What to Consider Before the Event

  • Review all materials for plain language. Clear, concise language helps everyone, not just attendees with language processing difficulties. Icons, illustrations, and simple language will help you distill your messaging and give attendees what they need without confusion. (You can start here with the U.S. government’s guidelines on plain language communication.)
  • Determine what your attendees and presenters need. Only 30% of nonprofit executives say that their event registration forms ask about accessibility and accommodation needs. You can help up that percentage with pre-event surveys on event registration forms. Offering specific options can help signal that your organization is investing in accessibility, but if you don’t yet have a starting point, try issuing a blanket accommodations statement in your pre-event materials asking people to notify you about alternative formats, interpreters, and other reasonable accommodations by a certain date. Make sure to give a specific way to make those requests (e.g., email address or phone number).
  • Figure out what equipment you’ll need. Your audiovisual and tech teams can help advise you on the types of equipment you will need to accommodate your attendees. For event-specific technology such as floor plans and networking tools, evaluate potential vendors with accessibility in mind.
  • Use your hybrid tools for in-person meetings. Hybrid and remote meetings gave planners a wealth of tools that can come to life as accessibility helpers. One example: live captioning, now easily available with automated tools. A simple A/V setup can enable live captioning to help people who are hard of hearing follow the day’s events.
  • Establish your personnel needs. Are you hiring sign language interpreters? Give them access to relevant programming materials beforehand, particularly if the material is technical. Is there a sensory room or another space dedicated to making meetings accessible to all? You’ll need someone to make sure the space is maintained. Consider designating one staff member as the accessibility chief who can manage and direct accommodations.
  • Include your presenters. This means two things: Consider your speakers’ accommodation needs, and make sure they are aware of any accommodations you’re expecting them to make in their presentations.

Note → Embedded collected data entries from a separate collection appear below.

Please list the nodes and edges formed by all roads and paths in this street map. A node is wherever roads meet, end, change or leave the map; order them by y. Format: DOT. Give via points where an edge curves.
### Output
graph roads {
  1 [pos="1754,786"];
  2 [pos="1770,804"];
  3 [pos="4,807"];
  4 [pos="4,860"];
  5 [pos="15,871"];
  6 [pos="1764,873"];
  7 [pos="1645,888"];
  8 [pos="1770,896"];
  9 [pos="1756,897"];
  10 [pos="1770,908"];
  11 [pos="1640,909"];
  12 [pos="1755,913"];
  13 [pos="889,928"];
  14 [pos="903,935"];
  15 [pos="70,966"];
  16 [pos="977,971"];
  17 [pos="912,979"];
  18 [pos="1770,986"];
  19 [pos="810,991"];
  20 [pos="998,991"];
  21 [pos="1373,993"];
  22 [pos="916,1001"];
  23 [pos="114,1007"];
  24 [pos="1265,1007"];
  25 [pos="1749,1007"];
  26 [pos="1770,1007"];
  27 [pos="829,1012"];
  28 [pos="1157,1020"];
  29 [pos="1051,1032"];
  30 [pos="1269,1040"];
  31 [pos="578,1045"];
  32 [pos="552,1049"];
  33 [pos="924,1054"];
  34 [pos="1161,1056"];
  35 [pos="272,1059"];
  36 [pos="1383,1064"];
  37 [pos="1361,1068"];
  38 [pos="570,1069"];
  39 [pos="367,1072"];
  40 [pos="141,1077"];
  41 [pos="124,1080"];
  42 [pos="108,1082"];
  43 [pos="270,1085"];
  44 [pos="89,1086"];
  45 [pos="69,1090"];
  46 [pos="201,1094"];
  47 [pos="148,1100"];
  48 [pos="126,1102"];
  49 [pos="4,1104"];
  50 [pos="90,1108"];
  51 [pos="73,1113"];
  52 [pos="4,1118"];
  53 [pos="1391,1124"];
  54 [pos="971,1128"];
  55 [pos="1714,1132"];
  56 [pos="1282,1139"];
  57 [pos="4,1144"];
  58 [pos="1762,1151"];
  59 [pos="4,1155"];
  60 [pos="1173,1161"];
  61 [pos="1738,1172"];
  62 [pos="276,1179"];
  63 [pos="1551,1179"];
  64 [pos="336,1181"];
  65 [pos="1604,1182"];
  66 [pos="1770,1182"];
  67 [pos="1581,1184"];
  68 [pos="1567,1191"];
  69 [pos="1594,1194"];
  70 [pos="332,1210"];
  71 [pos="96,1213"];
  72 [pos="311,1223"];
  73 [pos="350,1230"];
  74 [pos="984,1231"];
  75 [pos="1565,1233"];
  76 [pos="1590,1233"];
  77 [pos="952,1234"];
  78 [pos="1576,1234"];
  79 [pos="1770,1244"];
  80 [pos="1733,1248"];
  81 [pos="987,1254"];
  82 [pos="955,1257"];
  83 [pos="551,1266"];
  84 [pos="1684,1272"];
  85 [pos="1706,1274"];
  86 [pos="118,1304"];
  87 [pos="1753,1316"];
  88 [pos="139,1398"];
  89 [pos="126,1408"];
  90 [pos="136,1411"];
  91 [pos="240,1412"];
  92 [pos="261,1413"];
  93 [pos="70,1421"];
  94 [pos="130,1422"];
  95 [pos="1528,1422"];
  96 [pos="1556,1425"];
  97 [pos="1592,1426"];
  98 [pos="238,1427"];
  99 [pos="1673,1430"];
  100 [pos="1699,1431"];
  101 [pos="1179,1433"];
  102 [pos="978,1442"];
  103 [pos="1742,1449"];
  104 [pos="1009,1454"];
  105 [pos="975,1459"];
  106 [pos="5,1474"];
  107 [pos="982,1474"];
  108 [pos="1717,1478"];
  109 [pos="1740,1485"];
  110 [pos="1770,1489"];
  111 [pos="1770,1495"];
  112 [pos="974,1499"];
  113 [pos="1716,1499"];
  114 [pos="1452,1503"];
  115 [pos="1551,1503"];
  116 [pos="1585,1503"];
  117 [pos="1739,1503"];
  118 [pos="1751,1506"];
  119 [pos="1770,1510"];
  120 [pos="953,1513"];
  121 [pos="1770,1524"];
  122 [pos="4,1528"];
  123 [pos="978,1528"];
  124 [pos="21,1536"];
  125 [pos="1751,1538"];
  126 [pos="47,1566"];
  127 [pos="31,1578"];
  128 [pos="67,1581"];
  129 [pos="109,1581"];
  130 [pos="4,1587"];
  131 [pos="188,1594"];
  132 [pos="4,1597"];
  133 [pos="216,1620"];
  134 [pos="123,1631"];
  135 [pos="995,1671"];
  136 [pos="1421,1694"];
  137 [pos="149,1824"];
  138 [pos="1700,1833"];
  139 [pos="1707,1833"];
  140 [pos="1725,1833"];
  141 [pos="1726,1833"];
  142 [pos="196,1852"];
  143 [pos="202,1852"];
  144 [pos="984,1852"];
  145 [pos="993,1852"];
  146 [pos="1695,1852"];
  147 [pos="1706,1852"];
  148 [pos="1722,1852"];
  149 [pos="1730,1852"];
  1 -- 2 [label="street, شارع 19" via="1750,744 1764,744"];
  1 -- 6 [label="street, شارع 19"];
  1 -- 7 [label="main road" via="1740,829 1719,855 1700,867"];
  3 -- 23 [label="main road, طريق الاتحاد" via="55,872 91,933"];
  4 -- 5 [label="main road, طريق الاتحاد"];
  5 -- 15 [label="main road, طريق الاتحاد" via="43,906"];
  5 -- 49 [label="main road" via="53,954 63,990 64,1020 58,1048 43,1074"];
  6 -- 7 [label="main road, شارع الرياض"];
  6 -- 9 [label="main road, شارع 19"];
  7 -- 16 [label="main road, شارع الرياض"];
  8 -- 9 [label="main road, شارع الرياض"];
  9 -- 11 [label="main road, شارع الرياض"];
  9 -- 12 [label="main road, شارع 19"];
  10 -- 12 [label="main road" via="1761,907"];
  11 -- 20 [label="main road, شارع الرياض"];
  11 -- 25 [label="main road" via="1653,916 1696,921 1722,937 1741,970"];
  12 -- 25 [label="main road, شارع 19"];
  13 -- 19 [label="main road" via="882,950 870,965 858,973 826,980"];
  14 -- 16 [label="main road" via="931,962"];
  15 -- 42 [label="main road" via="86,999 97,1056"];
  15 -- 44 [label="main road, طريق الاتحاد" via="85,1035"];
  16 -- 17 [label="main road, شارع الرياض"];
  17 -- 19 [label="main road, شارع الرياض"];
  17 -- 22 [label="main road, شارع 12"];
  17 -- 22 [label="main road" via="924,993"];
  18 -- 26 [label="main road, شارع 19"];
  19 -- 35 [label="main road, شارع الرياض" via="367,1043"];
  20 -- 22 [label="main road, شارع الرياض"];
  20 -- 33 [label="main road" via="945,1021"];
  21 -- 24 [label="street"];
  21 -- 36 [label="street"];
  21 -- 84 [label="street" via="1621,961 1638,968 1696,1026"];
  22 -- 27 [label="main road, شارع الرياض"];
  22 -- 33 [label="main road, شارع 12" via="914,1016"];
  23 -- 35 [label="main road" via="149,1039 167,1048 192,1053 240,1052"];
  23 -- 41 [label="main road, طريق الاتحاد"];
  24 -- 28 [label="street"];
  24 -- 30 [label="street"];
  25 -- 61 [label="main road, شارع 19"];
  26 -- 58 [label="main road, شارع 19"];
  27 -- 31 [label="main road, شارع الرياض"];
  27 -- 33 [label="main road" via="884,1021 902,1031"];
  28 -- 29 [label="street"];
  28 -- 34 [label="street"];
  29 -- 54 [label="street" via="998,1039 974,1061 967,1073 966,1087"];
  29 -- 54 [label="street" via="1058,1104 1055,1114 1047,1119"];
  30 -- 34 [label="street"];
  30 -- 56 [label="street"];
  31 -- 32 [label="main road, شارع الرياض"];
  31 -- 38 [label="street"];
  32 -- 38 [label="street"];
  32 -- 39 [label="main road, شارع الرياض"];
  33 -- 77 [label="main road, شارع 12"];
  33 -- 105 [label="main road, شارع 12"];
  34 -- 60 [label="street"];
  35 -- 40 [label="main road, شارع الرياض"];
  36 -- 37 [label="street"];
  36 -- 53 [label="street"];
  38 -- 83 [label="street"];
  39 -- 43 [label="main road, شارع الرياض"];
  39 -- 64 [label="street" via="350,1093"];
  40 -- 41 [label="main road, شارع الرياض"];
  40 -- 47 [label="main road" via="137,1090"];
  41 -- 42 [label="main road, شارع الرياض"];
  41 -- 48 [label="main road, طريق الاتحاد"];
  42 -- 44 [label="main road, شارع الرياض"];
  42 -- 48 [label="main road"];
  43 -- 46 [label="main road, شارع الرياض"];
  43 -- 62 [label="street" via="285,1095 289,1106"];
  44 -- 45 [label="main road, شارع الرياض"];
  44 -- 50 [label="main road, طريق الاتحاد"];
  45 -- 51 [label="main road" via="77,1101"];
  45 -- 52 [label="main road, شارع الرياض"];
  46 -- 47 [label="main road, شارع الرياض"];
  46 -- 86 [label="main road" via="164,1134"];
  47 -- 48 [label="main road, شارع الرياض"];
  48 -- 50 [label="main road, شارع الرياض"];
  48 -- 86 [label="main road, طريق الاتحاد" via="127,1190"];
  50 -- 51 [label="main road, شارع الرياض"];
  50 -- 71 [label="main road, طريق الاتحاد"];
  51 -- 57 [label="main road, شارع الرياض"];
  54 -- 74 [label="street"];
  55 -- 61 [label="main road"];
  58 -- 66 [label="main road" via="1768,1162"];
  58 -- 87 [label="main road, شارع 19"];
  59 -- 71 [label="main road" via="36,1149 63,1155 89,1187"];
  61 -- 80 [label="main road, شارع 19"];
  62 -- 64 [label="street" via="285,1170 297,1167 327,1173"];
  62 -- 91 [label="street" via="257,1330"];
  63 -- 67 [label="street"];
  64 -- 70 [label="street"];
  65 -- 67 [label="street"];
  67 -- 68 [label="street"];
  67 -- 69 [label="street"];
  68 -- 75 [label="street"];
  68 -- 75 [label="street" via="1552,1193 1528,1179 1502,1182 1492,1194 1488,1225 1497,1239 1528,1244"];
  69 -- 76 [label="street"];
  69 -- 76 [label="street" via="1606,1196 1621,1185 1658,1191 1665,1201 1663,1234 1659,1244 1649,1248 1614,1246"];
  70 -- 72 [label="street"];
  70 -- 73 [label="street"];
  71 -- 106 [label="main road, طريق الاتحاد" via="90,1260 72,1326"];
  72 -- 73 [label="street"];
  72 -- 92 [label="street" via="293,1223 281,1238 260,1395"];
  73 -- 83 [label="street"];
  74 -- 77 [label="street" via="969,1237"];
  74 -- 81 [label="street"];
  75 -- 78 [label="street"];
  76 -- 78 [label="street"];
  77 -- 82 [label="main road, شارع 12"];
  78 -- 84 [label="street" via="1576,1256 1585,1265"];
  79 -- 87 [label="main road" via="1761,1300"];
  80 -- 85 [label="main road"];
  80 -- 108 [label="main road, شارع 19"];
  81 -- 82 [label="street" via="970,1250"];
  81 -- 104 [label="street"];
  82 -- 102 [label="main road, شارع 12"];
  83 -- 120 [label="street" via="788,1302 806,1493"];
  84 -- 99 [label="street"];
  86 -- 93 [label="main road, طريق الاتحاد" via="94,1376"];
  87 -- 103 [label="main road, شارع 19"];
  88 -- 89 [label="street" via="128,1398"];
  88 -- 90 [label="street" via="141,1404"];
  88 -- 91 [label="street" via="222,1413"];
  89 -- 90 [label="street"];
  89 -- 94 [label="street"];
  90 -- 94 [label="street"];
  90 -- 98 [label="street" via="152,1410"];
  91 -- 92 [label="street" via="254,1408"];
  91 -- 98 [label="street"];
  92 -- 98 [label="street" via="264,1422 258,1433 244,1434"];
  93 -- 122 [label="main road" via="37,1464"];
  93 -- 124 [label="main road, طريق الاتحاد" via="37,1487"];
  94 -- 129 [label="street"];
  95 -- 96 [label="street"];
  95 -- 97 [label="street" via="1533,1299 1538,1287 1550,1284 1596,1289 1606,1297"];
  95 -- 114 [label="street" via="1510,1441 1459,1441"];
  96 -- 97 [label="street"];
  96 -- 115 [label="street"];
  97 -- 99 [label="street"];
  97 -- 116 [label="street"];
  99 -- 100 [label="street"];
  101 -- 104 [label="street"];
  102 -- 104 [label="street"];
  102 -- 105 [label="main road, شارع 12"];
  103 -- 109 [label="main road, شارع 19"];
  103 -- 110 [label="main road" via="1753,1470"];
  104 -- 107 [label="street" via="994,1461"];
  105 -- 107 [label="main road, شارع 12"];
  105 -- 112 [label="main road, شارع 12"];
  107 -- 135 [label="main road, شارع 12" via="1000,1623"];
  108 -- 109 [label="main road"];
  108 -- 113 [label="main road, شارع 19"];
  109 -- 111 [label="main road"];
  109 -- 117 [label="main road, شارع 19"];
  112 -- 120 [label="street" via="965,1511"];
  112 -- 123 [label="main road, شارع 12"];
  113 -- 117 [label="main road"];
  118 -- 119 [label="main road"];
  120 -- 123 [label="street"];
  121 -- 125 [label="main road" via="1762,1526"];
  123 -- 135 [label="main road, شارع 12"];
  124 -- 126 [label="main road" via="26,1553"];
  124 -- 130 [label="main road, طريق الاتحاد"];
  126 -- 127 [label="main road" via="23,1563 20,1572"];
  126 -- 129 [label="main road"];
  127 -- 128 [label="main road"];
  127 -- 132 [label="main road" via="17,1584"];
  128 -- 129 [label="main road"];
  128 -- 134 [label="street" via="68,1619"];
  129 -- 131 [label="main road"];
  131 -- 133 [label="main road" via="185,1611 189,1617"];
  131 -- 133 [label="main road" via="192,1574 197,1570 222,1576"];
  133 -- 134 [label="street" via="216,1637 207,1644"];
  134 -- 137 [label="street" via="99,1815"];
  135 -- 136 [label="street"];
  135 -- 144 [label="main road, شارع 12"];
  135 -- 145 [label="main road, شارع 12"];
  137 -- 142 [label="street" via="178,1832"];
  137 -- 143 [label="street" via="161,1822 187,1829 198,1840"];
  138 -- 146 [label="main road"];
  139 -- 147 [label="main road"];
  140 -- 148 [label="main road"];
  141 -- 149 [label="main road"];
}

What to Consider During the Event

  • Account for real-time feedback. You can’t please everyone, and sometimes when attendees’ needs conflict, you might not even be able to fully accommodate everyone. But you can listen to everyone, keeping in mind that they are the experts on their own experience.
  • Continue your plain language quest. Signage and materials should be easily accessible to all attendees. That goes for “live” communication, too: Make sure there’s a “translator” in sessions who can repeat and synthesize audience questions in Q&A formats in a way that all attendees can easily understand.
  • Gather your supplies. Tech and signage are already a part of your setup, but consider adding an “accommodations” section to your checklist. For example, having noise-canceling headphones available for attendees to borrow can help prevent sensory overload, as can having rubbing alcohol and cotton swabs to help guests remove perfume they may not have recognized is overpowering for some.

What to Consider After the Event

  • Make all materials available. It’s easier than ever to make recordings and digital materials available after the fact. And just as with most forms of accommodation, making these materials available helps everyone. If an attendee needs to listen to a session again, it doesn’t matter whether it’s because she’s hard of hearing or conducting research.
  • Ask what you can do better. Include questions about accessibility in your post-event surveys. Remember that ease of comprehension can be even more important in surveys; the easier you make it for attendees to fill out the survey, the more likely you are to get the information you need.